Entries provided section start
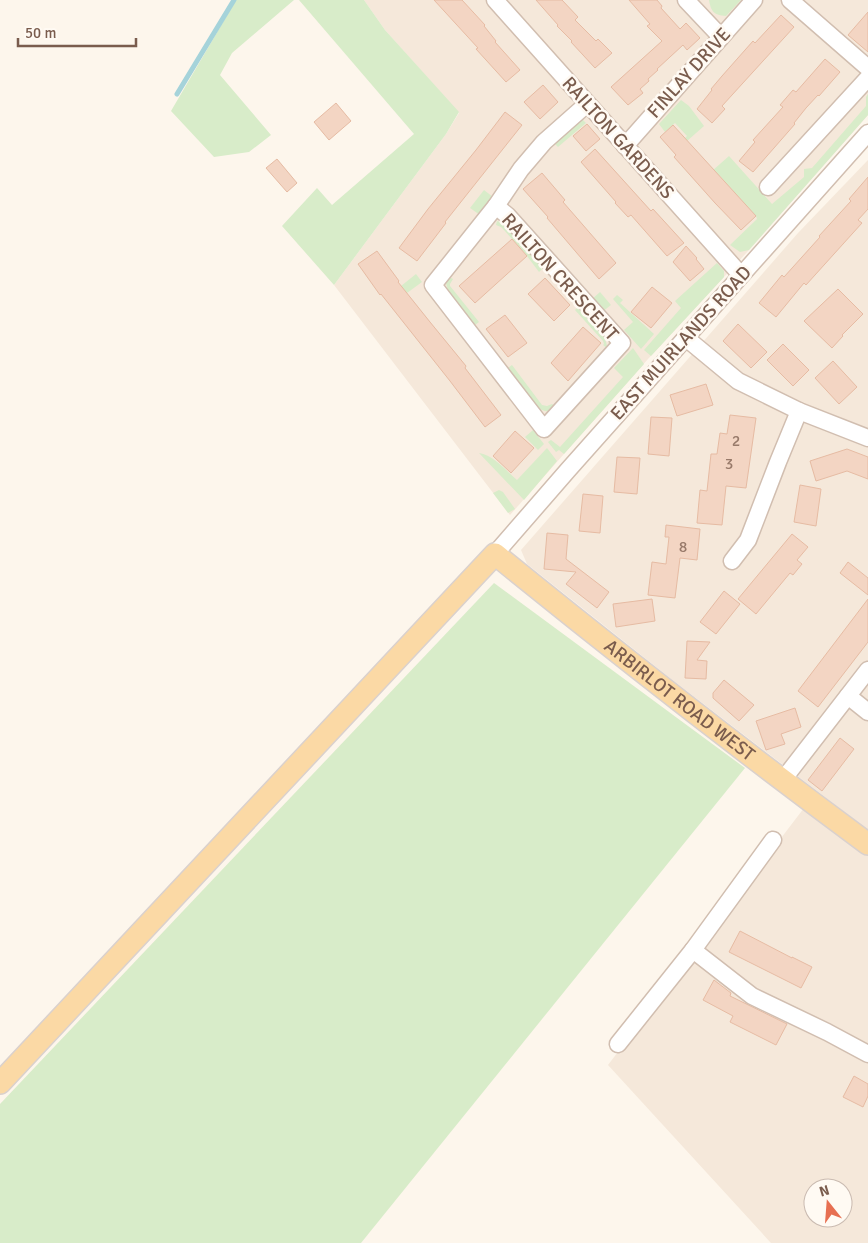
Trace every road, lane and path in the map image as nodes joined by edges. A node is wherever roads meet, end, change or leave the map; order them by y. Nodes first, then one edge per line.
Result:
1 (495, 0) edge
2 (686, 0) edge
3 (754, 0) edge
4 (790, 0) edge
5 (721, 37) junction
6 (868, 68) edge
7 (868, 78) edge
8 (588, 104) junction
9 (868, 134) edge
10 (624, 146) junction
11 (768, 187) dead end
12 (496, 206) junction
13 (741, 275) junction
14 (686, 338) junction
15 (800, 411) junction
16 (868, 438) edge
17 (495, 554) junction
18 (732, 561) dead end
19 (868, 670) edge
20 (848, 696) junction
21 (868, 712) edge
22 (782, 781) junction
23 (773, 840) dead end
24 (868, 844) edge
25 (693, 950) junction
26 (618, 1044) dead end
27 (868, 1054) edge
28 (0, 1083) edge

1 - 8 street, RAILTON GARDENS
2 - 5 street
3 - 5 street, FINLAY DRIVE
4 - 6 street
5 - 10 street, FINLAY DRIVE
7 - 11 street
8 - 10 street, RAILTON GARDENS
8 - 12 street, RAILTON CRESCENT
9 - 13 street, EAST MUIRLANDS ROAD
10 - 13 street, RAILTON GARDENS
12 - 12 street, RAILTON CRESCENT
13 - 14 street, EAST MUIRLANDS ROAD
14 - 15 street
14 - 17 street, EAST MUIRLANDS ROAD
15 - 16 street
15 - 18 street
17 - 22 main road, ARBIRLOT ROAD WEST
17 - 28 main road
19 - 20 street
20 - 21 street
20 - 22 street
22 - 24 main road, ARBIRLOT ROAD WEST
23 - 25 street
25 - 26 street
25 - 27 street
Entries provided section end
Entries provided section start
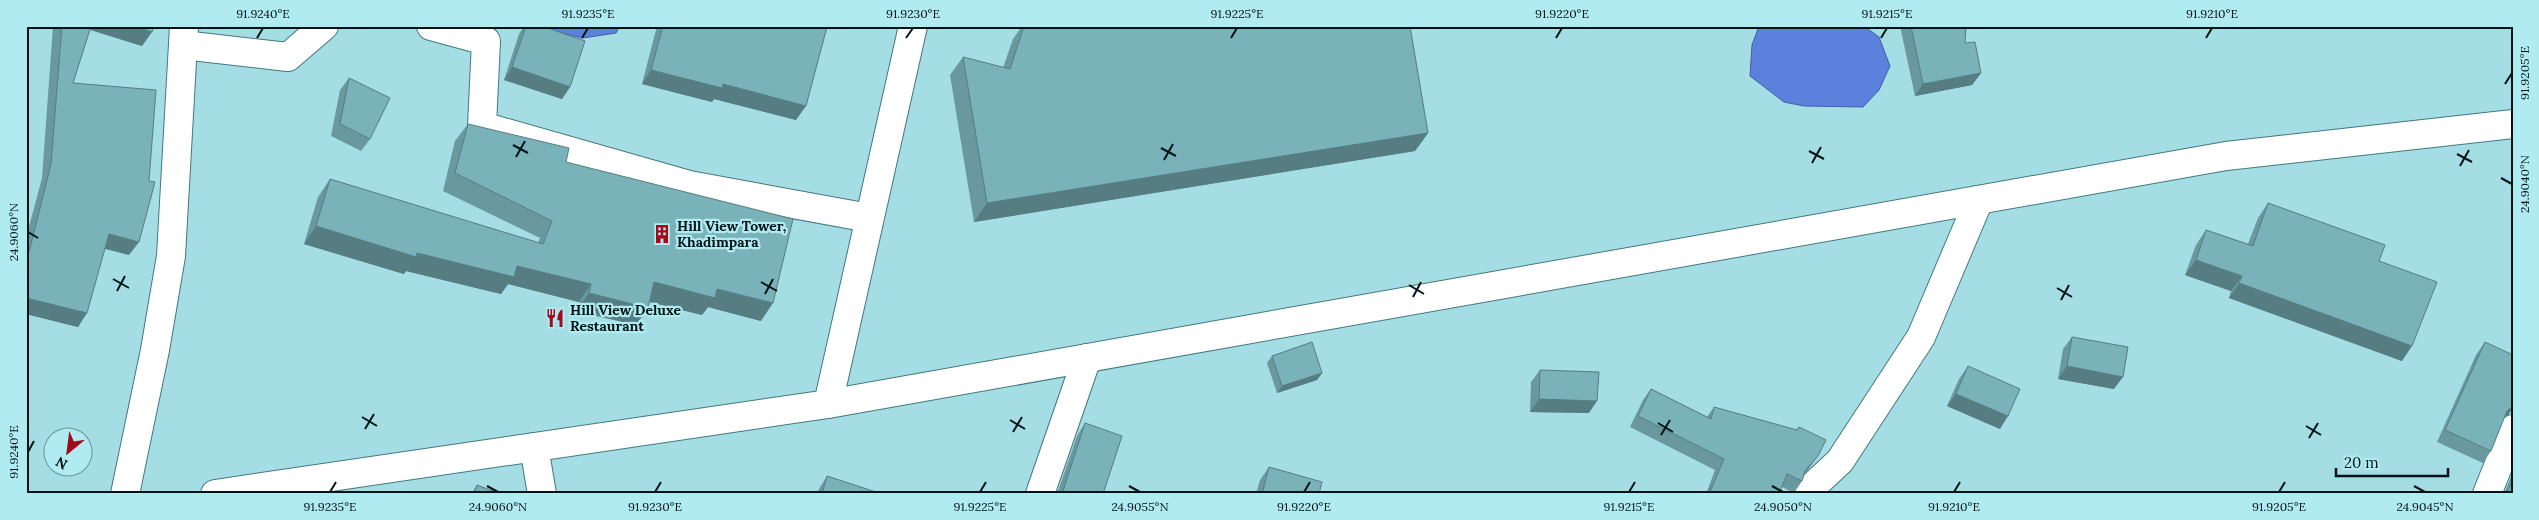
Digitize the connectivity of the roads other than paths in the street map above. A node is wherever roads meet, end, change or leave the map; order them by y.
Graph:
Entries provided section end
__Aim of the exercise__.
All lines in the preceding records that hold the word "order" need to be copied.

__Response for this exercise__.
Trace every road, lane and path in the map image as nodes joined by edges. A node is wherever roads meet, end, change or leave the map; order them by y. Nodes first, then one edge per line.
Digitize the connectivity of the roads other than paths in the street map above. A node is wherever roads meet, end, change or leave the map; order them by y.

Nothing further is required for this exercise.